And I really take your point as well, that the vitality of our civilization is currently with those young right-wing Zoomers who are angry.
Like they are on a crusade and they've finally found purpose in the crusade.
Everyone else, exactly as you say, I don't see any vitality in them.
I see essentially a civilization that has basically given up and has decided, no, okay, we're just going to carry on drifting on as we do until we run out of petrol and then we just are just lost at sea or something.
And it's these young men who are actually like, okay, no, we would like things to be different in a way that we think would be more wholesome.
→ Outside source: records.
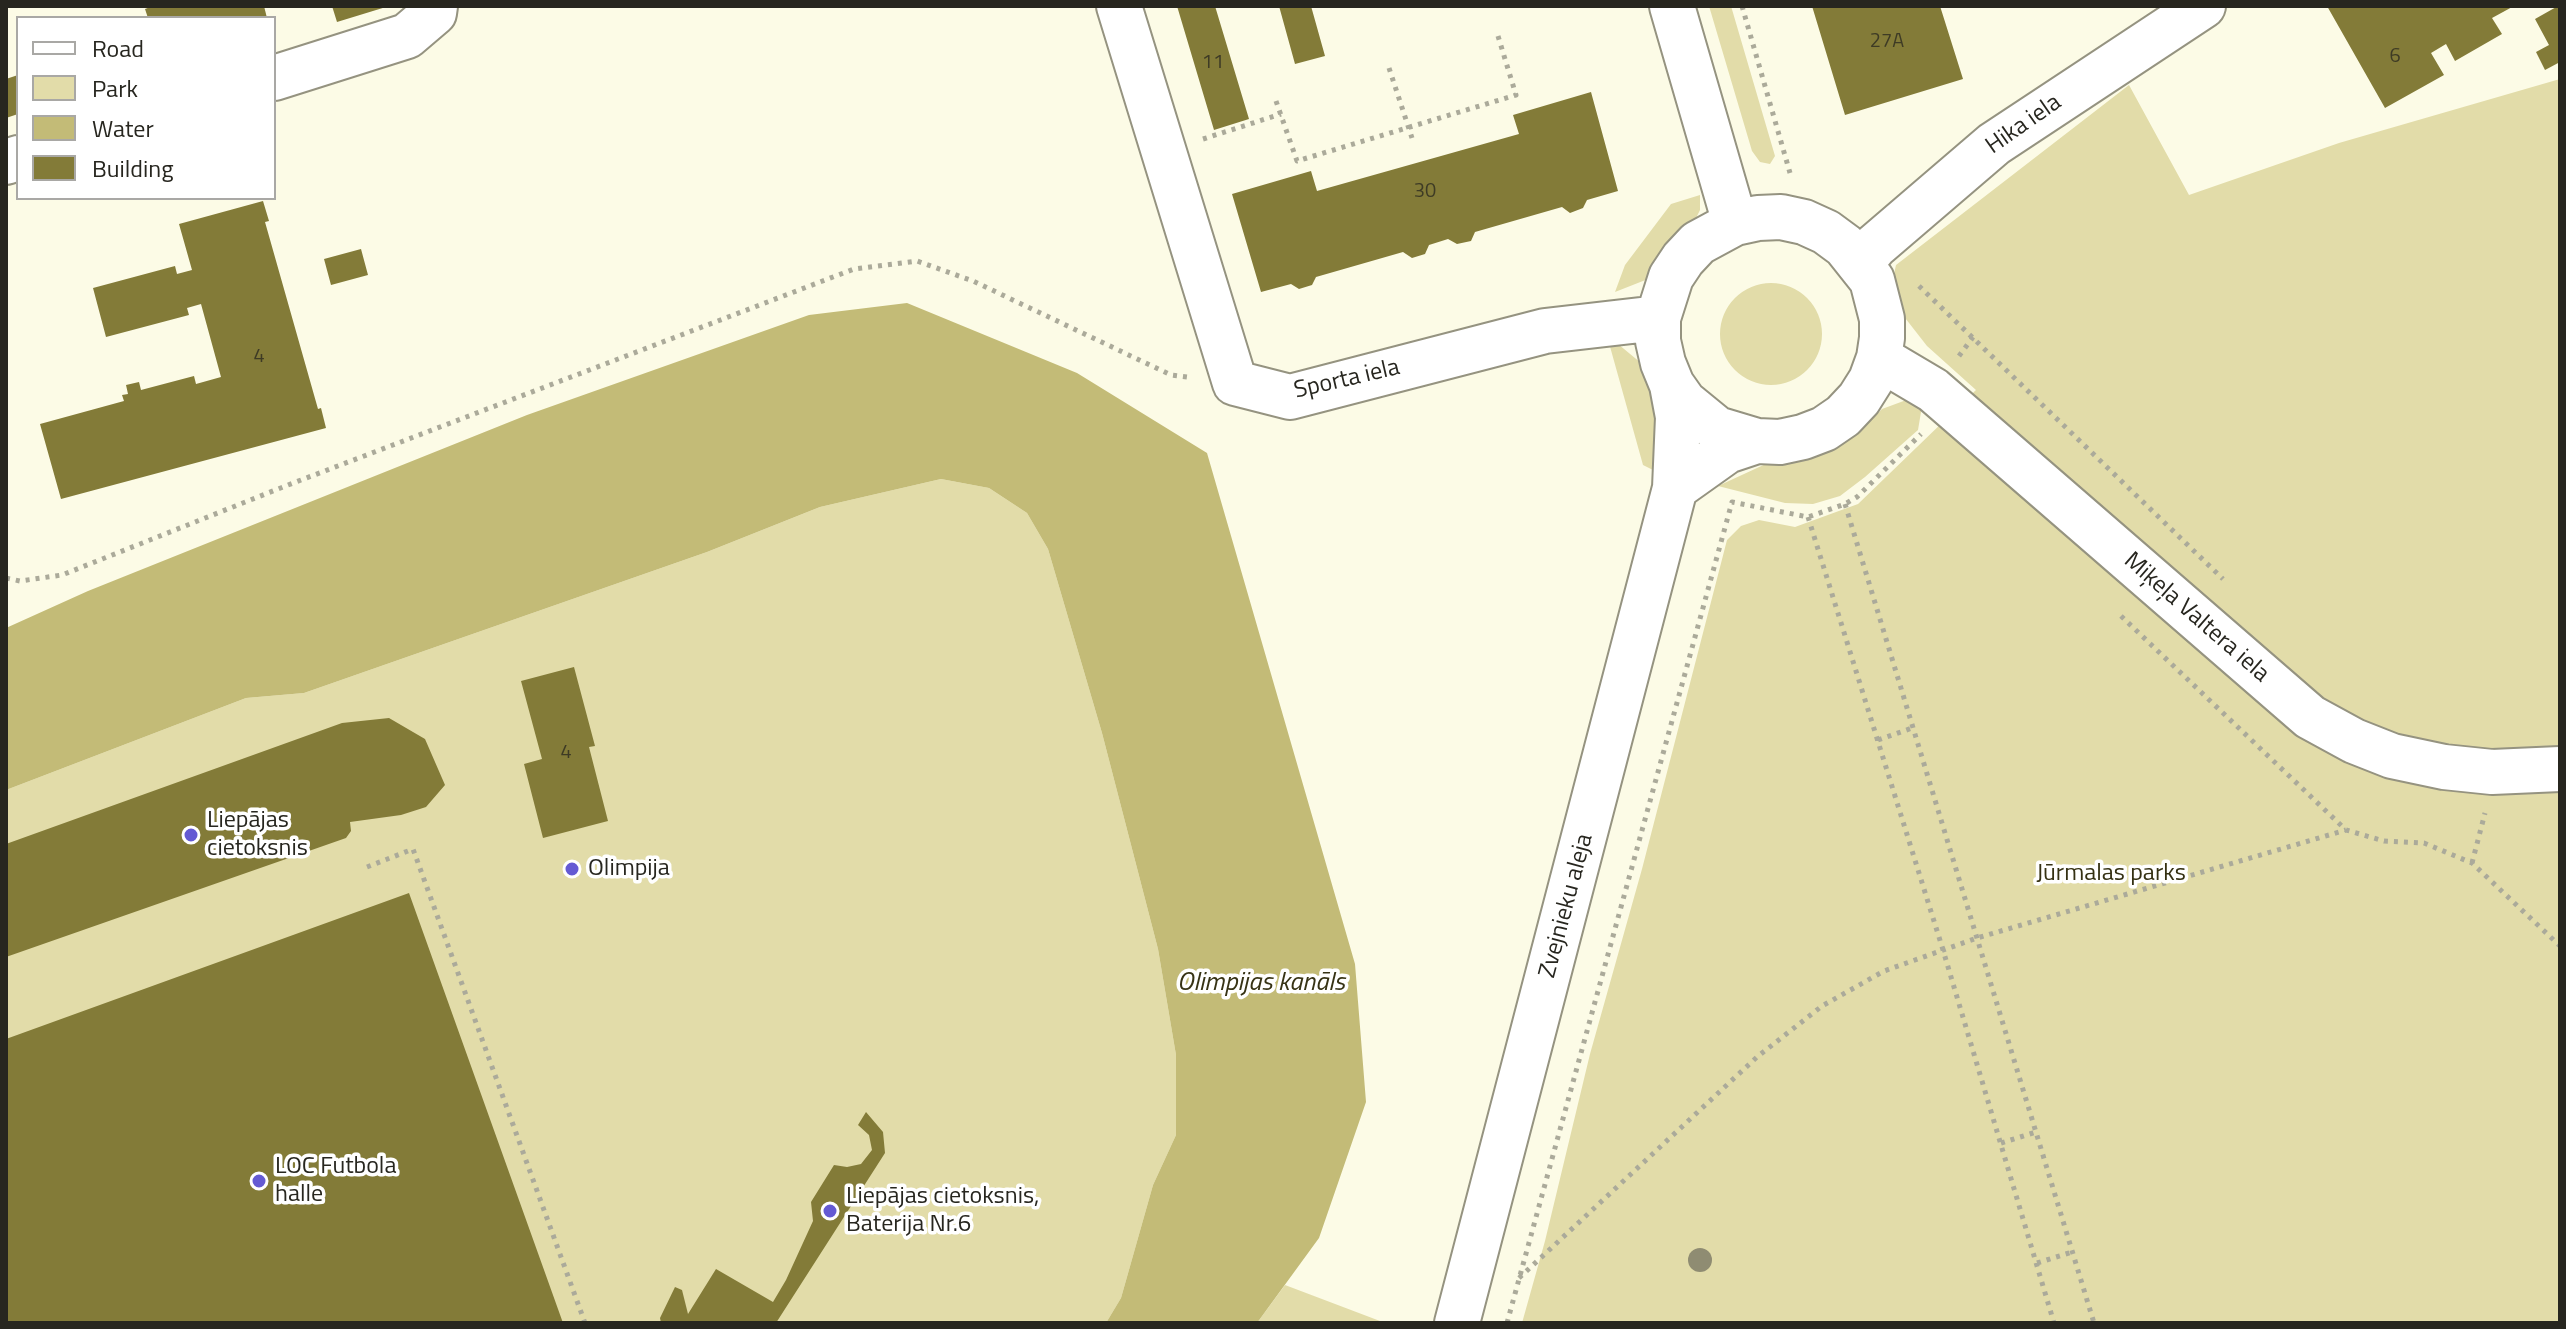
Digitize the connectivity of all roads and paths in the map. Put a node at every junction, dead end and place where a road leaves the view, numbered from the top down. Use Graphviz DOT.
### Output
graph roads {
  1 [pos="435,6"];
  2 [pos="1119,6"];
  3 [pos="1672,6"];
  4 [pos="1742,6"];
  5 [pos="2203,6"];
  6 [pos="1498,36"];
  7 [pos="1389,68"];
  8 [pos="276,77"];
  9 [pos="1276,101"];
  10 [pos="1281,114"];
  11 [pos="1408,128"];
  12 [pos="1412,138"];
  13 [pos="1198,140"];
  14 [pos="1800,179"];
  15 [pos="1735,223"];
  16 [pos="1861,263"];
  17 [pos="1658,318"];
  18 [pos="1973,337"];
  19 [pos="1879,358"];
  20 [pos="1235,383"];
  21 [pos="1672,385"];
  22 [pos="1926,429"];
  23 [pos="1757,441"];
  24 [pos="1675,488"];
  25 [pos="1845,504"];
  26 [pos="1808,517"];
  27 [pos="6,578"];
  28 [pos="2234,590"];
  29 [pos="1915,727"];
  30 [pos="1878,740"];
  31 [pos="2560,769"];
  32 [pos="2346,830"];
  33 [pos="2472,863"];
  34 [pos="367,867"];
  35 [pos="1977,938"];
  36 [pos="2560,946"];
  37 [pos="1943,950"];
  38 [pos="2036,1132"];
  39 [pos="2001,1143"];
  40 [pos="2072,1252"];
  41 [pos="2037,1263"];
  42 [pos="1518,1278"];
  43 [pos="585,1323"];
  44 [pos="1457,1323"];
  45 [pos="1507,1323"];
  46 [pos="2054,1323"];
  47 [pos="2094,1323"];
  1 -- 8 [label="street"];
  2 -- 20 [label="street"];
  3 -- 15 [label="street"];
  4 -- 14 [label="path"];
  5 -- 16 [label="street, Hika iela"];
  6 -- 11 [label="path"];
  7 -- 11 [label="path"];
  9 -- 10 [label="path"];
  10 -- 11 [label="path"];
  10 -- 13 [label="path"];
  11 -- 12 [label="path"];
  15 -- 16 [label="street"];
  15 -- 17 [label="street"];
  16 -- 19 [label="street"];
  17 -- 20 [label="street, Sporta iela"];
  17 -- 21 [label="street"];
  18 -- 28 [label="path"];
  19 -- 23 [label="street"];
  19 -- 31 [label="street, Miķeļa Valtera iela"];
  20 -- 27 [label="path"];
  21 -- 23 [label="street"];
  21 -- 24 [label="street, Zvejnieku aleja"];
  22 -- 25 [label="path"];
  23 -- 24 [label="street"];
  24 -- 44 [label="street, Zvejnieku aleja"];
  25 -- 26 [label="path"];
  25 -- 29 [label="path"];
  26 -- 30 [label="path"];
  26 -- 42 [label="path"];
  29 -- 30 [label="path"];
  29 -- 35 [label="path"];
  30 -- 37 [label="path"];
  32 -- 35 [label="path"];
  33 -- 36 [label="path"];
  34 -- 43 [label="path"];
  35 -- 37 [label="path"];
  35 -- 38 [label="path"];
  37 -- 39 [label="path"];
  37 -- 42 [label="path"];
  38 -- 39 [label="path"];
  38 -- 40 [label="path"];
  39 -- 41 [label="path"];
  40 -- 41 [label="path"];
  40 -- 47 [label="path"];
  41 -- 46 [label="path"];
  42 -- 45 [label="path"];
}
Now, like you say, for the Nick Fuentes crowd, like I said, I don't dislike them, but then they're not the world's greatest diplomats for this way of looking at the world.
But I think we just have to accept that this is the hand that's been dealt.
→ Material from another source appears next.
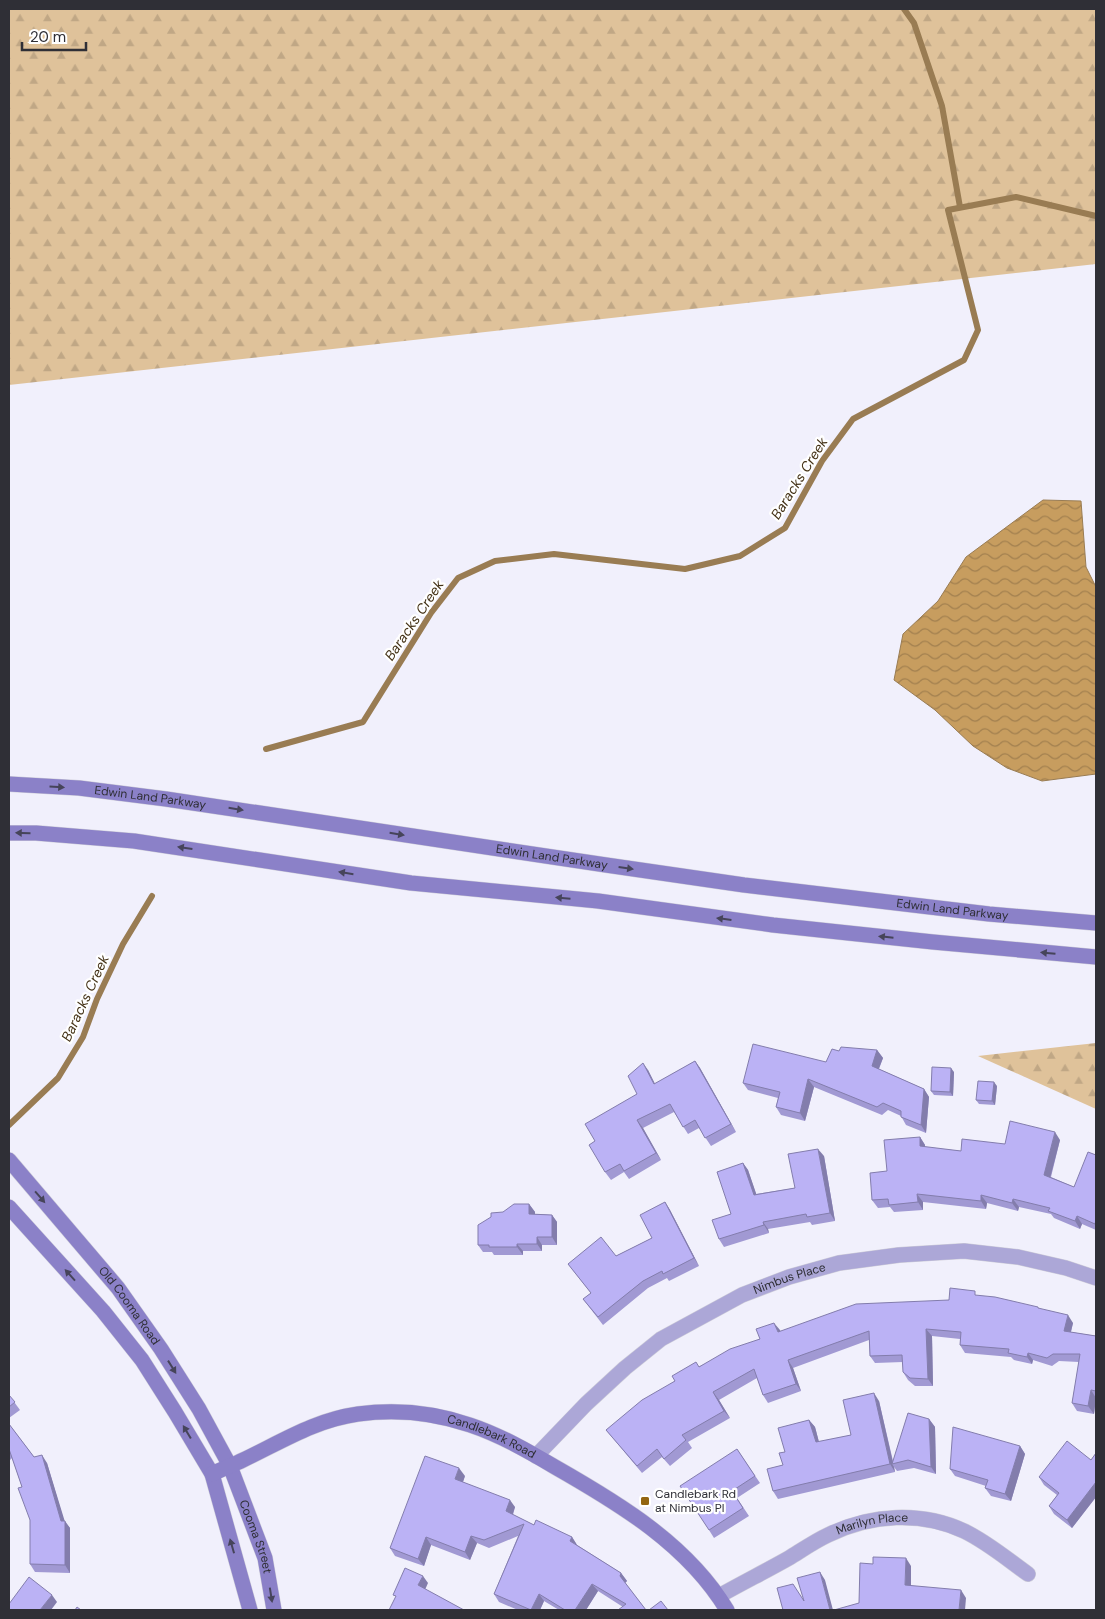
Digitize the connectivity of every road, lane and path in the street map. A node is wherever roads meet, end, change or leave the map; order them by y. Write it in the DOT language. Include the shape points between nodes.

They've not been well served.
They're not self-authoring.
They didn't come out of nothing.
They didn't will themselves into existence or anything.
They are what we've made of them.
And they are wielding the only weapons that they have, but they're wielding them effectively.
I mean, they've commanded the discourse, which is why Nick Fuentes ended up on Piers Morgan's show, which is why everyone has been talking about it ever since.
There's a reason that this is happening.
And the young men stand to gain something.
Like they actually realize there's something we can gain out of this.
And I think really, if they knew how to properly communicate it, I think what they're asking for is they want a position of honor and dignity in society.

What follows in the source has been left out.